From Elementary to Advanced Design of Functional Metal–Organic Frameworks: A User Guide to Deciphering the Reticular Chemistry Toolbox

Abstract Here, the fundamental requirements are described for understanding and using topology tools in the design of porous materials, emphasizing the relationships between nets, metal–organic framework (MOF) structures, nodes, and building blocks. Common design approaches are discussed, highlighting prerequisites for the rational design of MOFs, such as those with simple pcu topology through the molecular building block approach, or axial‐to‐axial pillaring. The importance of highly connected nets and building units is emphasized for achieving structural predictability.
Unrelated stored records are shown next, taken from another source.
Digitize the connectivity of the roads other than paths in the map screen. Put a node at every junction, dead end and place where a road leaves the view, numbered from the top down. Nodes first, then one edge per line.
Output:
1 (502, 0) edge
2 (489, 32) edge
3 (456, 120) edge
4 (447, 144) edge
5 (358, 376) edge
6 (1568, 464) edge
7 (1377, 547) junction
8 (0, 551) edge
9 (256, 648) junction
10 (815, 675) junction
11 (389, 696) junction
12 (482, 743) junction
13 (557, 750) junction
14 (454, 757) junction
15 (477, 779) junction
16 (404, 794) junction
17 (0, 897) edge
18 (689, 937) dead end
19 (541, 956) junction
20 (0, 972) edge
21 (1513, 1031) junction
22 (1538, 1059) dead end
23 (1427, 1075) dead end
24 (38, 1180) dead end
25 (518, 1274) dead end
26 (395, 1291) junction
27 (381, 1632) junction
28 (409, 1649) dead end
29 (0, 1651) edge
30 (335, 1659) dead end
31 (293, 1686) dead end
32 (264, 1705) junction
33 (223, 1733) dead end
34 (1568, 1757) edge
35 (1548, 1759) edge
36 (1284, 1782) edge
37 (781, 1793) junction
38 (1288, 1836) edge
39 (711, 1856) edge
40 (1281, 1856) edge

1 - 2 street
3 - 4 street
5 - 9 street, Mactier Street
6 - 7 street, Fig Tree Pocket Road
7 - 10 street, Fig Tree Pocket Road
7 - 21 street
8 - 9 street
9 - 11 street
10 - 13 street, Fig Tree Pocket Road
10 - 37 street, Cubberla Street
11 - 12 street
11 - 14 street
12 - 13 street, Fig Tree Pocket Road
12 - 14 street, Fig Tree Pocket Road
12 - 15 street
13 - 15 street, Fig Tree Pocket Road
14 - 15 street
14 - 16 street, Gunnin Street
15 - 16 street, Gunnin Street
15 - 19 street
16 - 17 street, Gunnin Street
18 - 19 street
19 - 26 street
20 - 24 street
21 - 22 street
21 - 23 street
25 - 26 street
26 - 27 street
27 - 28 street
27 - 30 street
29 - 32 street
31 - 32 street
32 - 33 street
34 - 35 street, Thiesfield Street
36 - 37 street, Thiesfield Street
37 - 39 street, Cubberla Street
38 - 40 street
The geometrical requirements are detailed for designing highly connected MOFs using more elaborate strategies: MOFs with rht topology through the supermolecular building block approach, tbo topology through the supermolecular building layer approach, and sph topology through a merged net approach The potential for innovation through deviations from default nets, such as introducing a geometry mismatch is addressed, which can lead to novel materials with unique zeolitic structures. Examples include MOFs with sodalite (sod) topology, developed through cantellation or mixed‐ligand approaches inspired by ancestral architectural methods, utilizing centring structure‐directing agents . Key insights for researchers are provided to facilitate the application and expansion of design strategies to new chemical systems. The only limit is imagination, along with some chemical, physical, and thermodynamical principles, of course.